Buenas!
Como ya habéis leído, ha surgido una campaña de la nada para jugar en Feldstad. Y como ha dicho ya el Sr Marrón, Frostgrave, pese a sus defectos, nos sigue pareciendo un juegazo.
Así que cuando salió la oportunidad… me tiré de cabeza. Total, no es que tenga parados todos los proyectos de este año por falta de tiempo, no? ^^U (Vamos a ver… Terminar la lista de 50 pts de Khymaera, terminar la lista MoW legacy, pintar más tiburones, y una mesa para ellos, el battlemasters… y esos son solo los que tendría que tener hechos ya para la primera mitad de año).

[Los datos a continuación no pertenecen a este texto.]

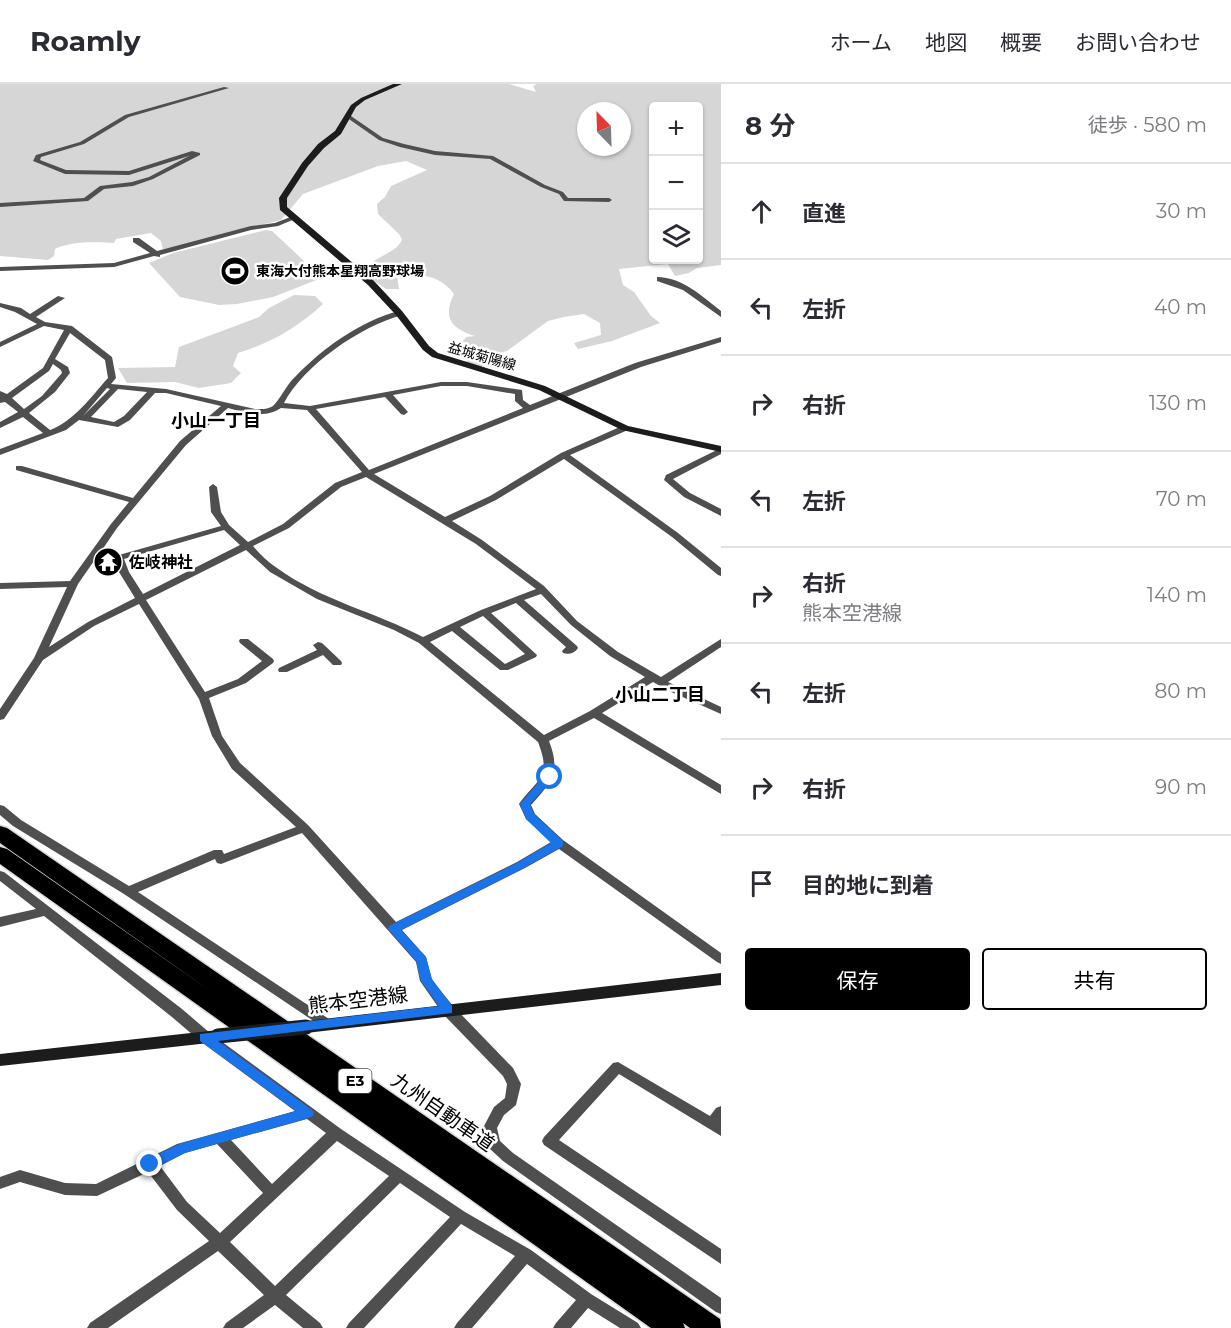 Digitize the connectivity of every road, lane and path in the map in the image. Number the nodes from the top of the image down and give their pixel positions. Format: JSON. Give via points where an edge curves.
{"nodes":[{"id":1,"x":399,"y":84,"type":"edge"},
{"id":2,"x":226,"y":88,"type":"dead end"},
{"id":3,"x":348,"y":116,"type":"junction"},
{"id":4,"x":609,"y":200,"type":"dead end"},
{"id":5,"x":0,"y":206,"type":"edge"},
{"id":6,"x":293,"y":218,"type":"junction"},
{"id":7,"x":136,"y":240,"type":"dead end"},
{"id":8,"x":157,"y":255,"type":"junction"},
{"id":9,"x":0,"y":269,"type":"edge"},
{"id":10,"x":660,"y":279,"type":"dead end"},
{"id":11,"x":62,"y":298,"type":"dead end"},
{"id":12,"x":0,"y":305,"type":"edge"},
{"id":13,"x":399,"y":313,"type":"junction"},
{"id":14,"x":721,"y":315,"type":"edge"},
{"id":15,"x":30,"y":316,"type":"junction"},
{"id":16,"x":43,"y":324,"type":"junction"},
{"id":17,"x":69,"y":328,"type":"junction"},
{"id":18,"x":0,"y":335,"type":"edge"},
{"id":19,"x":721,"y":339,"type":"edge"},
{"id":20,"x":9,"y":341,"type":"junction"},
{"id":21,"x":0,"y":345,"type":"edge"},
{"id":22,"x":51,"y":360,"type":"junction"},
{"id":23,"x":107,"y":386,"type":"junction"},
{"id":24,"x":116,"y":387,"type":"junction"},
{"id":25,"x":153,"y":390,"type":"junction"},
{"id":26,"x":387,"y":394,"type":"junction"},
{"id":27,"x":2,"y":397,"type":"edge"},
{"id":28,"x":559,"y":397,"type":"junction"},
{"id":29,"x":279,"y":405,"type":"junction"},
{"id":30,"x":225,"y":407,"type":"junction"},
{"id":31,"x":310,"y":408,"type":"junction"},
{"id":32,"x":529,"y":408,"type":"junction"},
{"id":33,"x":404,"y":412,"type":"dead end"},
{"id":34,"x":26,"y":413,"type":"junction"},
{"id":35,"x":81,"y":418,"type":"junction"},
{"id":36,"x":0,"y":424,"type":"edge"},
{"id":37,"x":625,"y":428,"type":"junction"},
{"id":38,"x":48,"y":433,"type":"junction"},
{"id":39,"x":719,"y":448,"type":"edge"},
{"id":40,"x":0,"y":452,"type":"edge"},
{"id":41,"x":564,"y":455,"type":"junction"},
{"id":42,"x":19,"y":468,"type":"dead end"},
{"id":43,"x":368,"y":474,"type":"junction"},
{"id":44,"x":213,"y":487,"type":"dead end"},
{"id":45,"x":134,"y":501,"type":"junction"},
{"id":46,"x":721,"y":513,"type":"edge"},
{"id":47,"x":445,"y":520,"type":"junction"},
{"id":48,"x":226,"y":527,"type":"junction"},
{"id":49,"x":248,"y":546,"type":"junction"},
{"id":50,"x":94,"y":555,"type":"junction"},
{"id":51,"x":118,"y":558,"type":"junction"},
{"id":52,"x":721,"y":573,"type":"edge"},
{"id":53,"x":73,"y":584,"type":"junction"},
{"id":54,"x":0,"y":586,"type":"edge"},
{"id":55,"x":542,"y":590,"type":"junction"},
{"id":56,"x":141,"y":599,"type":"junction"},
{"id":57,"x":518,"y":600,"type":"junction"},
{"id":58,"x":484,"y":612,"type":"junction"},
{"id":59,"x":454,"y":628,"type":"junction"},
{"id":60,"x":244,"y":641,"type":"dead end"},
{"id":61,"x":423,"y":641,"type":"junction"},
{"id":62,"x":721,"y":642,"type":"edge"},
{"id":63,"x":573,"y":648,"type":"dead end"},
{"id":64,"x":39,"y":658,"type":"junction"},
{"id":65,"x":337,"y":663,"type":"dead end"},
{"id":66,"x":283,"y":670,"type":"dead end"},
{"id":67,"x":657,"y":679,"type":"junction"},
{"id":68,"x":202,"y":697,"type":"junction"},
{"id":69,"x":718,"y":707,"type":"edge"},
{"id":70,"x":594,"y":713,"type":"junction"},
{"id":71,"x":0,"y":717,"type":"edge"},
{"id":72,"x":543,"y":740,"type":"junction"},
{"id":73,"x":721,"y":790,"type":"edge"},
{"id":74,"x":0,"y":809,"type":"edge"},
{"id":75,"x":304,"y":828,"type":"junction"},
{"id":76,"x":0,"y":833,"type":"edge"},
{"id":77,"x":559,"y":843,"type":"junction"},
{"id":78,"x":0,"y":854,"type":"edge"},
{"id":79,"x":0,"y":875,"type":"edge"},
{"id":80,"x":128,"y":891,"type":"junction"},
{"id":81,"x":47,"y":911,"type":"junction"},
{"id":82,"x":0,"y":922,"type":"edge"},
{"id":83,"x":393,"y":929,"type":"junction"},
{"id":84,"x":721,"y":959,"type":"edge"},
{"id":85,"x":721,"y":980,"type":"edge"},
{"id":86,"x":448,"y":1010,"type":"junction"},
{"id":87,"x":327,"y":1025,"type":"junction"},
{"id":88,"x":211,"y":1037,"type":"junction"},
{"id":89,"x":0,"y":1060,"type":"edge"},
{"id":90,"x":721,"y":1112,"type":"edge"},
{"id":91,"x":308,"y":1113,"type":"junction"},
{"id":92,"x":716,"y":1127,"type":"edge"},
{"id":93,"x":336,"y":1133,"type":"junction"},
{"id":94,"x":219,"y":1137,"type":"junction"},
{"id":95,"x":150,"y":1164,"type":"junction"},
{"id":96,"x":399,"y":1175,"type":"junction"},
{"id":97,"x":0,"y":1183,"type":"edge"},
{"id":98,"x":272,"y":1193,"type":"junction"},
{"id":99,"x":460,"y":1216,"type":"junction"},
{"id":100,"x":221,"y":1241,"type":"junction"},
{"id":101,"x":526,"y":1255,"type":"junction"},
{"id":102,"x":721,"y":1257,"type":"edge"},
{"id":103,"x":275,"y":1296,"type":"junction"},
{"id":104,"x":586,"y":1299,"type":"junction"},
{"id":105,"x":721,"y":1307,"type":"edge"},
{"id":106,"x":95,"y":1328,"type":"edge"},
{"id":107,"x":231,"y":1328,"type":"edge"},
{"id":108,"x":315,"y":1328,"type":"edge"},
{"id":109,"x":354,"y":1328,"type":"edge"},
{"id":110,"x":462,"y":1328,"type":"edge"},
{"id":111,"x":561,"y":1328,"type":"edge"},
{"id":112,"x":619,"y":1328,"type":"edge"},
{"id":113,"x":633,"y":1328,"type":"edge"},
{"id":114,"x":672,"y":1328,"type":"edge"},
{"id":115,"x":711,"y":1328,"type":"edge"}],
"edges":[{"from":1,"to":3,"type":"main road","via":[[363,99]]},
{"from":2,"to":5,"type":"street","via":[[127,116],[82,143],[38,156],[36,161],[65,172],[129,173],[198,154],[170,170],[133,184],[102,187],[86,200]]},
{"from":3,"to":4,"type":"street","via":[[381,139],[402,146],[491,157],[561,193],[566,200]]},
{"from":3,"to":6,"type":"main road","via":[[338,132],[311,157],[283,198],[283,208]]},
{"from":6,"to":8,"type":"street"},
{"from":6,"to":13,"type":"main road","name":"益城菊陽線","via":[[371,283]]},
{"from":7,"to":8,"type":"street"},
{"from":8,"to":9,"type":"street","via":[[114,265]]},
{"from":10,"to":14,"type":"street","via":[[684,286]]},
{"from":11,"to":15,"type":"street"},
{"from":12,"to":15,"type":"street"},
{"from":13,"to":28,"type":"main road","name":"益城菊陽線","via":[[435,355],[542,388]]},
{"from":13,"to":29,"type":"street","via":[[385,316],[352,335],[300,376],[282,395]]},
{"from":15,"to":16,"type":"street"},
{"from":16,"to":17,"type":"street"},
{"from":16,"to":20,"type":"street"},
{"from":17,"to":22,"type":"street"},
{"from":17,"to":23,"type":"street","via":[[109,359],[112,378]]},
{"from":18,"to":20,"type":"street"},
{"from":19,"to":28,"type":"street","via":[[649,361]]},
{"from":20,"to":21,"type":"street"},
{"from":22,"to":27,"type":"street","via":[[46,369]]},
{"from":22,"to":34,"type":"street","via":[[66,373]]},
{"from":23,"to":24,"type":"street"},
{"from":23,"to":35,"type":"street"},
{"from":24,"to":25,"type":"street"},
{"from":24,"to":35,"type":"street"},
{"from":25,"to":30,"type":"street"},
{"from":25,"to":35,"type":"street","via":[[115,425]]},
{"from":26,"to":31,"type":"street"},
{"from":26,"to":32,"type":"street","via":[[441,384],[467,384],[519,392],[519,401]]},
{"from":26,"to":33,"type":"street"},
{"from":27,"to":34,"type":"street"},
{"from":28,"to":32,"type":"street"},
{"from":28,"to":37,"type":"main road","name":"益城菊陽線"},
{"from":29,"to":30,"type":"street","via":[[270,411],[255,412]]},
{"from":29,"to":31,"type":"street"},
{"from":30,"to":45,"type":"street","via":[[183,444]]},
{"from":31,"to":43,"type":"street"},
{"from":32,"to":43,"type":"street"},
{"from":34,"to":36,"type":"street"},
{"from":34,"to":38,"type":"street"},
{"from":35,"to":38,"type":"street"},
{"from":37,"to":39,"type":"main road","name":"益城菊陽線"},
{"from":37,"to":41,"type":"street"},
{"from":38,"to":40,"type":"street"},
{"from":39,"to":46,"type":"street","via":[[668,480]]},
{"from":41,"to":47,"type":"street","via":[[493,498]]},
{"from":41,"to":52,"type":"street"},
{"from":42,"to":45,"type":"street"},
{"from":43,"to":47,"type":"street"},
{"from":43,"to":49,"type":"street","via":[[338,485],[286,526]]},
{"from":44,"to":48,"type":"street","via":[[216,512]]},
{"from":45,"to":50,"type":"street"},
{"from":47,"to":55,"type":"street"},
{"from":48,"to":49,"type":"street"},
{"from":48,"to":51,"type":"street"},
{"from":49,"to":56,"type":"street"},
{"from":49,"to":61,"type":"street","via":[[273,570],[320,597]]},
{"from":50,"to":51,"type":"street"},
{"from":50,"to":53,"type":"street"},
{"from":51,"to":56,"type":"street"},
{"from":53,"to":54,"type":"street"},
{"from":53,"to":64,"type":"street"},
{"from":55,"to":57,"type":"street"},
{"from":55,"to":67,"type":"street","via":[[574,623],[614,654]]},
{"from":56,"to":64,"type":"street","via":[[72,635]]},
{"from":56,"to":68,"type":"street"},
{"from":57,"to":58,"type":"street"},
{"from":57,"to":63,"type":"street"},
{"from":58,"to":59,"type":"street"},
{"from":58,"to":59,"type":"street","via":[[532,655],[504,668]]},
{"from":59,"to":61,"type":"street"},
{"from":60,"to":68,"type":"street","via":[[269,662],[242,681]]},
{"from":61,"to":72,"type":"street"},
{"from":62,"to":67,"type":"street"},
{"from":64,"to":71,"type":"street"},
{"from":65,"to":66,"type":"street","via":[[321,648]]},
{"from":67,"to":69,"type":"street"},
{"from":67,"to":70,"type":"street"},
{"from":68,"to":75,"type":"street","via":[[217,736],[236,766]]},
{"from":70,"to":72,"type":"street"},
{"from":70,"to":73,"type":"street"},
{"from":72,"to":77,"type":"street","via":[[551,757],[550,777],[525,804],[530,816]]},
{"from":74,"to":80,"type":"street"},
{"from":75,"to":80,"type":"street","via":[[221,860],[218,853]]},
{"from":75,"to":83,"type":"street"},
{"from":76,"to":115,"type":"highway","name":"九州自動車道","number":"E3"},
{"from":77,"to":83,"type":"street"},
{"from":77,"to":84,"type":"street"},
{"from":78,"to":114,"type":"highway","number":"E3"},
{"from":79,"to":81,"type":"street"},
{"from":80,"to":87,"type":"street"},
{"from":81,"to":82,"type":"street"},
{"from":81,"to":88,"type":"street"},
{"from":83,"to":86,"type":"street","via":[[422,960],[426,981]]},
{"from":85,"to":86,"type":"main road","name":"熊本空港線"},
{"from":86,"to":87,"type":"main road","name":"熊本空港線"},
{"from":86,"to":105,"type":"street","via":[[502,1065],[514,1084],[511,1101],[499,1111],[490,1128],[494,1144]]},
{"from":87,"to":88,"type":"main road","name":"熊本空港線","bridge":true},
{"from":88,"to":89,"type":"main road","name":"熊本空港線"},
{"from":88,"to":91,"type":"street"},
{"from":90,"to":92,"type":"street"},
{"from":91,"to":93,"type":"street"},
{"from":91,"to":94,"type":"street"},
{"from":92,"to":102,"type":"street","via":[[618,1067],[549,1141]]},
{"from":93,"to":96,"type":"street"},
{"from":93,"to":98,"type":"street"},
{"from":94,"to":95,"type":"street","via":[[182,1148]]},
{"from":94,"to":98,"type":"street"},
{"from":95,"to":97,"type":"street","via":[[97,1190],[65,1189],[20,1176]]},
{"from":95,"to":100,"type":"street","via":[[182,1206]]},
{"from":96,"to":99,"type":"street"},
{"from":96,"to":103,"type":"street"},
{"from":98,"to":100,"type":"street"},
{"from":99,"to":101,"type":"street"},
{"from":99,"to":109,"type":"street"},
{"from":100,"to":103,"type":"street"},
{"from":100,"to":106,"type":"street"},
{"from":101,"to":104,"type":"street"},
{"from":101,"to":110,"type":"street"},
{"from":103,"to":107,"type":"street"},
{"from":103,"to":108,"type":"street"},
{"from":104,"to":111,"type":"street"},
{"from":104,"to":112,"type":"street"},
{"from":104,"to":113,"type":"street"}]}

Así que me apunté e hice lo más sensato: no usar ninguna de las otras bandas que había usado en las anteriores campañas Y QUE YA ESTABAN PINTADAS. No, abrí el armario a ver qué podía sacar… después de revisar los stls accesibles a ver si encontraba algo para usar y tener problemas con las descargas.
MORALEJA: Acumula minis, no STLs. Ellas siempre estarán ahí para ti.
Pues buscando unas minis en concreto, me encontré con los sigmarines que había pillado para hacerme una banda de warcry a base de números de coleccionable. Tenía 3 con armas de CaC, 3 con ballestas, un grifucho y dos magos… Si las matemáticas no me fallan, solo me faltaba una mini para tener una banda original y válida.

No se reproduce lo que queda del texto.